Essenzialmente, esso scivola o sfiora la superficie del mare e ciò lo distingue da un normale scafo, che, viceversa, galleggia solamente e si apre la rotta nell'acqua (Figura n° 5). L'azione di una superficie planante è simile a quella di un cuneo forzato al di sotto di un peso allo scopo di alzarlo. Una superficie planante inclina il suo piano forzando l'acqua in basso, e questa forza crea un campo di pressione che fa aumentare il livello dell'acqua ai lati della superficie stessa. Quindi è la spinta dinamica che ad alta velocità sostiene quasi l'intero peso delle barche plananti.

 

Da quanto premesso è possibile sommariamente dire che i fattori in gioco sono: peso, velocità, spinta dinamica e statica, angolo di assetto longitudinale, superficie bagnata e resistenza al moto (Figura n° 3). Tutti questi fattori sono estremamente interdipendenti tra loro, e l'angolo d'assetto a sua volta dipende dalla posizione relativa, in senso longitudinale, del centro di gravità e del centro di pressione dinamica.
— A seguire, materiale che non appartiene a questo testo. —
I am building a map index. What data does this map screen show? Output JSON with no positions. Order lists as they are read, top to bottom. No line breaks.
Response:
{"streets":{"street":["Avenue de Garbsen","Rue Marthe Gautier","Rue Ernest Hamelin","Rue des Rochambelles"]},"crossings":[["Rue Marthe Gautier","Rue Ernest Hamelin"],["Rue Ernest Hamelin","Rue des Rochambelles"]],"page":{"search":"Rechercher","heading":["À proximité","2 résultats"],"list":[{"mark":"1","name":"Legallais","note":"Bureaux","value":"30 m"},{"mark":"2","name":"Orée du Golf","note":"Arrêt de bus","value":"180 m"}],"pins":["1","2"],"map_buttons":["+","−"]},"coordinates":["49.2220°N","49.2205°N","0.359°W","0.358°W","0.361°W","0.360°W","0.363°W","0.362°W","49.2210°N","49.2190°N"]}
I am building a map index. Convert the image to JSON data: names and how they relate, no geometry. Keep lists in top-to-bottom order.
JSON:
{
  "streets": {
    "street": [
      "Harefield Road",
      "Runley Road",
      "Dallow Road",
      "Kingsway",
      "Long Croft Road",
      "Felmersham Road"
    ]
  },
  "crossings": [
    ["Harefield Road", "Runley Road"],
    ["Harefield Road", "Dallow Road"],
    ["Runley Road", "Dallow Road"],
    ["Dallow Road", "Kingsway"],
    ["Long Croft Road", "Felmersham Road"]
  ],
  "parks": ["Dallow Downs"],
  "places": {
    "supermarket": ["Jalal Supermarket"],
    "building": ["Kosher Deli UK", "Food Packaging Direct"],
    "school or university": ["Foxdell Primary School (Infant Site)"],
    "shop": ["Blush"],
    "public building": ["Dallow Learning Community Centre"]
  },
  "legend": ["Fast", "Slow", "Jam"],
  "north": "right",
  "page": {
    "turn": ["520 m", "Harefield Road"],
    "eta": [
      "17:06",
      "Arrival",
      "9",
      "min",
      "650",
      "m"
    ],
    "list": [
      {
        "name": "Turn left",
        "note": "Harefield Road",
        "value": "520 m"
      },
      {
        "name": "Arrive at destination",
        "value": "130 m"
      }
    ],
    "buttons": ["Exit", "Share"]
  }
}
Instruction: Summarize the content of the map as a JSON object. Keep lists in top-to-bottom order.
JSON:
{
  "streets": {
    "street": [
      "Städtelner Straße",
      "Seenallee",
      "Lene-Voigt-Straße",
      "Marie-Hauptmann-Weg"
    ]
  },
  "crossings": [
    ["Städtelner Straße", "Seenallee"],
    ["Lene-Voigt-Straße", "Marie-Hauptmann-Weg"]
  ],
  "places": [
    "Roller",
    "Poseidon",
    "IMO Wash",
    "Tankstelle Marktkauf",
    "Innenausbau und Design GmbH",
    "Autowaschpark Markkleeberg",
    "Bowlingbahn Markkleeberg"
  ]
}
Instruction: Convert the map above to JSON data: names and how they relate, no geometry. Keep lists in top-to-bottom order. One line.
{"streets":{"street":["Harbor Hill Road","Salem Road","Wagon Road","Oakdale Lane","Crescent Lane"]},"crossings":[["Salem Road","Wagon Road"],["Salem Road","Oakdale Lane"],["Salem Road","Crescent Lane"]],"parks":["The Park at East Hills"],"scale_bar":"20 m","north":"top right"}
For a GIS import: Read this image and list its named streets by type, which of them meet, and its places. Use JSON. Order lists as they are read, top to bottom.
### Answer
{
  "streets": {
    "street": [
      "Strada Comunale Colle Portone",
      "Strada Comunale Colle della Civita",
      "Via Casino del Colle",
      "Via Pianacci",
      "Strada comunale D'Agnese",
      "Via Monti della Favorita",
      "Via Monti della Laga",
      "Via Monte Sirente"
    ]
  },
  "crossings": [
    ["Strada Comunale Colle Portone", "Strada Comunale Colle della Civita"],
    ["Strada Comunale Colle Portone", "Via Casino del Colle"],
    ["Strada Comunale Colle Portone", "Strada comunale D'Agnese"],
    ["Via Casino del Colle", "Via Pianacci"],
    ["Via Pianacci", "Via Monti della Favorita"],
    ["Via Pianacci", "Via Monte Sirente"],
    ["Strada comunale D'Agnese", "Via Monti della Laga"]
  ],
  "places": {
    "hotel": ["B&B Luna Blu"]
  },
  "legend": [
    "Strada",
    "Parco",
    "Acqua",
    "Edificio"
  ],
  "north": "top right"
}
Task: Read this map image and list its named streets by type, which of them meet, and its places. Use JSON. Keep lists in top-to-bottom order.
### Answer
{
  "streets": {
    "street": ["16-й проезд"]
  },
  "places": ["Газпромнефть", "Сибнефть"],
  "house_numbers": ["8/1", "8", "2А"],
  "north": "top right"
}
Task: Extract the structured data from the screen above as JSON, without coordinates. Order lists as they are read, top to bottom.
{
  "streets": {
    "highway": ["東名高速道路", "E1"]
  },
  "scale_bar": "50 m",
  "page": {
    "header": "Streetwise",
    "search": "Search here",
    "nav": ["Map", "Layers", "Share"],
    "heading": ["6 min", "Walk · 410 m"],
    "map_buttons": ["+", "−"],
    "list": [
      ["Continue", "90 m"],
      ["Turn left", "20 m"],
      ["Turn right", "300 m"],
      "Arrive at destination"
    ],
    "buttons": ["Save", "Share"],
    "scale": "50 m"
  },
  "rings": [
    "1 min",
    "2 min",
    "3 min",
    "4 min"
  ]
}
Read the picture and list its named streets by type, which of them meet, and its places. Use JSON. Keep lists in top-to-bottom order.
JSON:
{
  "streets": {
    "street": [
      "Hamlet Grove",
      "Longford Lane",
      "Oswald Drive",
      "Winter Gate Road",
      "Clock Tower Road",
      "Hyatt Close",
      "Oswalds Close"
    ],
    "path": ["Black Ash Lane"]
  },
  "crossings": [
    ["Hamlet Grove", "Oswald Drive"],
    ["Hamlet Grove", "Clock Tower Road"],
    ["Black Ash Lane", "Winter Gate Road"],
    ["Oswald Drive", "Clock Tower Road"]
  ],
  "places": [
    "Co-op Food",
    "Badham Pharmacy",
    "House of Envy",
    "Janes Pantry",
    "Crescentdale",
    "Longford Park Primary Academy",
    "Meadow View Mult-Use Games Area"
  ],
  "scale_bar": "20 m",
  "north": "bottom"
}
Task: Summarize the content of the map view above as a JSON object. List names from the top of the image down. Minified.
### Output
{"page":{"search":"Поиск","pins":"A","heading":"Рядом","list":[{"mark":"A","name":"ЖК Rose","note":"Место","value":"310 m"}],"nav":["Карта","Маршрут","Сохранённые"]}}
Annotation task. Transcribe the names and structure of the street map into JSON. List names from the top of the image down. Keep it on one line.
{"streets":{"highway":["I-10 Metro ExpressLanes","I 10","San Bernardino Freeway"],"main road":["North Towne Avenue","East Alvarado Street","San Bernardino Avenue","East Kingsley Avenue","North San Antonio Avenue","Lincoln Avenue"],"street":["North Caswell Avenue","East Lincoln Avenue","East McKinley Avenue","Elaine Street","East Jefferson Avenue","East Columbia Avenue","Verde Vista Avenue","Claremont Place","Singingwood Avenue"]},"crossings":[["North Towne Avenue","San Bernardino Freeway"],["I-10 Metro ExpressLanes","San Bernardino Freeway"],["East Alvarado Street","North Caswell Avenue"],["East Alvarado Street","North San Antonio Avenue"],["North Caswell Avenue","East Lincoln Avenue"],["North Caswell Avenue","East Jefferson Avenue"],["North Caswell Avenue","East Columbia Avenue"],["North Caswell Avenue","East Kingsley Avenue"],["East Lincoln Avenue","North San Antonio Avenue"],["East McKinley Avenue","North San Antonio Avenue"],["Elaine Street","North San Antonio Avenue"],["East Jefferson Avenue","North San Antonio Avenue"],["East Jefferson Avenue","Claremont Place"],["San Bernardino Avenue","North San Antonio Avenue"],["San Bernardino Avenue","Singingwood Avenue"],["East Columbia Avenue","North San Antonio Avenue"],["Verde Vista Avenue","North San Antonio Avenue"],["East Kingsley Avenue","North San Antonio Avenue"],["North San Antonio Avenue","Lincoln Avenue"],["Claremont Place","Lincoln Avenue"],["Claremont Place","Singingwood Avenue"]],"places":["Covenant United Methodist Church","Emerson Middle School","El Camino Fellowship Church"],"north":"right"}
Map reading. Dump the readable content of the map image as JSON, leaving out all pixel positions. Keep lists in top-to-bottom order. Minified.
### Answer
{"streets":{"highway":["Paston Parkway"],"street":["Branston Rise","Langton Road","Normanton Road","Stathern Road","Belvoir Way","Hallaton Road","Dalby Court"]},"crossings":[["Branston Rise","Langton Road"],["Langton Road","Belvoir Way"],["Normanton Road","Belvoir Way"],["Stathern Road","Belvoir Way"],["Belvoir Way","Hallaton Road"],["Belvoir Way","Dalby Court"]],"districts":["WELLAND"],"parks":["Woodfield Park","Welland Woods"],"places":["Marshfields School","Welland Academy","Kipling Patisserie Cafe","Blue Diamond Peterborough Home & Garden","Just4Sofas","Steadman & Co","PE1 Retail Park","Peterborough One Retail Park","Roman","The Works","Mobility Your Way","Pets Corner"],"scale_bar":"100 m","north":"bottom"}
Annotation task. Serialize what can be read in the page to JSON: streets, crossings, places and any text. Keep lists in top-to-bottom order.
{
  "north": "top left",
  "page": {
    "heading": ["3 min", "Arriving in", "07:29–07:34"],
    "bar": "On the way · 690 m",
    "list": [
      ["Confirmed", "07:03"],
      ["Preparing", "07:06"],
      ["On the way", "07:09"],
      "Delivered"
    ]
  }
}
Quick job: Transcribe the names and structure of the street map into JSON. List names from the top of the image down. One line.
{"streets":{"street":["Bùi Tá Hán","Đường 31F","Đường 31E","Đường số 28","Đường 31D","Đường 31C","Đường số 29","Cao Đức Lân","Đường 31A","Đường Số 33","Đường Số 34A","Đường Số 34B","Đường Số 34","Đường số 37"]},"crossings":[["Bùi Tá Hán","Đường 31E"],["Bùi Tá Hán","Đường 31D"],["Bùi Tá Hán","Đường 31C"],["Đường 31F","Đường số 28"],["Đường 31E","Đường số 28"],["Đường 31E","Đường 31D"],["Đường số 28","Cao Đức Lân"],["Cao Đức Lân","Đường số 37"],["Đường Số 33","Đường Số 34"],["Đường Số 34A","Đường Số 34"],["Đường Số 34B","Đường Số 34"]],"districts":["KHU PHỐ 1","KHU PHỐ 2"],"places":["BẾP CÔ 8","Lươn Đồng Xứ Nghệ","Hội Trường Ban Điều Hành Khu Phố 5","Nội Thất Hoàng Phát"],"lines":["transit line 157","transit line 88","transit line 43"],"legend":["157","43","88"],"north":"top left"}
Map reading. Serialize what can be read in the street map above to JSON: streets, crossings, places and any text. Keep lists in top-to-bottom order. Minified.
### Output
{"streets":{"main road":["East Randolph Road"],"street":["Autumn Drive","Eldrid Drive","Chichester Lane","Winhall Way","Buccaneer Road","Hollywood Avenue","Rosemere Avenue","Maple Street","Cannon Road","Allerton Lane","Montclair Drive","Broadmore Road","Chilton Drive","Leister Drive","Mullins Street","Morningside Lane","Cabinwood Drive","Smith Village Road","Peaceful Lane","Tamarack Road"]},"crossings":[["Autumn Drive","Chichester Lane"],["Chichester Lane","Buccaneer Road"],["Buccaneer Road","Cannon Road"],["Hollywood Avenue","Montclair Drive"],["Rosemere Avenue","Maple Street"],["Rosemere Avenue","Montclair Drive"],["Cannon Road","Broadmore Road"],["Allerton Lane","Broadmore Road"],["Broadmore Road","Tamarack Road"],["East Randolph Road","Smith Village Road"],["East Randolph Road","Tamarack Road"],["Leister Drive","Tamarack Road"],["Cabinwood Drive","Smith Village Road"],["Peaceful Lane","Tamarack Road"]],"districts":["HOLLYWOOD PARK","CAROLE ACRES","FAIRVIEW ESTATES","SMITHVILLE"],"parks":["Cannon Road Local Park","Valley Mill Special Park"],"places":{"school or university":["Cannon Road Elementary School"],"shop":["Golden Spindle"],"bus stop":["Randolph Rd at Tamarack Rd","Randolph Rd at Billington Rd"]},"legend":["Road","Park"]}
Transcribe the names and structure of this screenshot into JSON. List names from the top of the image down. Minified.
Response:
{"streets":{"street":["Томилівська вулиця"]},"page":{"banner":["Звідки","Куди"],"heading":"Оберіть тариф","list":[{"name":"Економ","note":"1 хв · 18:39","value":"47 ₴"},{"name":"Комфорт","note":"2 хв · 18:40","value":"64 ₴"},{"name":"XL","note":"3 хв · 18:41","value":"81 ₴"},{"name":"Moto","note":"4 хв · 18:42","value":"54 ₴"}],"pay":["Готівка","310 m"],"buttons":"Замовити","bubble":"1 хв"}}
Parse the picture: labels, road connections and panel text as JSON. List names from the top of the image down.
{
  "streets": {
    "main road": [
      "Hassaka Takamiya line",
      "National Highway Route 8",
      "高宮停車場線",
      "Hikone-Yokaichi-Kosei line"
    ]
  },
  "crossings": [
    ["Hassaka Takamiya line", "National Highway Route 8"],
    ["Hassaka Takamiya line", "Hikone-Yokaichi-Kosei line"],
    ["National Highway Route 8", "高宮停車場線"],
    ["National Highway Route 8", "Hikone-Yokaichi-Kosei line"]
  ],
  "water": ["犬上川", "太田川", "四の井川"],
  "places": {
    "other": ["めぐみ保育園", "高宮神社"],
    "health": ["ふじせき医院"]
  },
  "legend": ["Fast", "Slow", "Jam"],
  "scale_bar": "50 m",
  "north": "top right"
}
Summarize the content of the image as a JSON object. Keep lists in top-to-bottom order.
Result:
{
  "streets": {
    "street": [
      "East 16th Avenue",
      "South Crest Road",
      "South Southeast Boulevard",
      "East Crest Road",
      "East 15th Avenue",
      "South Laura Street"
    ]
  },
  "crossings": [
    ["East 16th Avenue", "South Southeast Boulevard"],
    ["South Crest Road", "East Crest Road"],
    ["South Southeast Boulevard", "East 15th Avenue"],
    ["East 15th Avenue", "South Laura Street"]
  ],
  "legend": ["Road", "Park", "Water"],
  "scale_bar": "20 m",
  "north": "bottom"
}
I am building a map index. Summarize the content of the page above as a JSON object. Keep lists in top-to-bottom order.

Da quanto detto, si desume che il progetto di una unità planante richiede uno studio più accurato e difficoltoso di quello necessario per il progetto di una nave a dislocamento. Il cambiamento d'assetto in corsa assume la veste di uno dei parametri più importanti del progetto, e la necessità di prevedere esattamente il peso dell'imbarcazione e la posizione del suo baricentro costituiscono una delle maggiori difficoltà (Figura n° 2). Alcune delle differenze sostanziali tra gli elementi di progetto di uno scafo planante e quelli di una nave dislocante sono:

la spinta statica della carena, in una barca a dislocamento, sostiene tutto il peso, mentre in uno scafo planante detta spinta sostiene solo da 1/3 a 1/13 del peso della barca. Il resto è sostenuto dalla spinta dinamica. La forma di carena di una nave a dislocamento interessa la resistenza al moto della nave stessa e le sue qualità manovriere e di tenuta al mare. Nel caso degli scafi plananti si ha una esaltazione di questa influenza. La forma del fondo influisce sulla possibilità di planata, sul comportamento dell'unità durante la planata, sul beccheggio, sul "galoppare", sulla tenuta al mare, sulla stabilità di rotta e sull'angolo di sbandamento in virata. la resistenza dell'aria per una unità a dislocamento rappresenta una piccola parte della resistenza totale. Per una unità planante, molto veloce, detta resistenza costituisce invece un fattore molto importante e talvolta è accompagnata da notevoli forze verticali. Il progetto della carena di uno scafo planante costituisce dunque non solo un problema notevolmente diverso da quello di una nave a dislocamento, ma anche un problema più intricato e complesso data la interdipendenza e la interazione dei più importanti fattori che lo governano. In nessun'altra branca del progetto navale esiste una così profonda, mutua dipendenza dei vari fattori. Un aumento del 10% nel peso di un'unità a dislocamento significa che quest'ultima s'immerge un poco di più, naviga ad una velocità più ridotta ma conserva circa le stesse forme di carena ed il suo comportamento rimane essenzialmente lo stesso. Il medesimo aumento di peso in uno scafo planante può impedire a quest'ultimo di planare e/o modificare le sue caratteristiche di stabilità dinamica e quindi di tenuta al mare.

Per cui si potrebbe verificare il paradosso di avere a che fare con problemi sempre più grandi man mano che si progettano scafi più piccoli. Sono stati fatti molti studi e prove in vasca con carene aventi vari angoli di rialzo (che è l'angolo realizzato dal fondo della carena con il piano orizzontale passante per la chiglia) e vari rapporti tra la lunghezza e la larghezza di spigolo. Le varie prove eseguite nelle vasche hanno dimostrato che l'aumento di resistenza non solo è dovuto all'aumento del peso o a quello della velocità, ma in modo particolare all'angolo di rialzo del fondo e all'angolo di assetto longitudinale in corsa, che è determinato dalle rispettive posizioni del centro di spinta e del baricentro.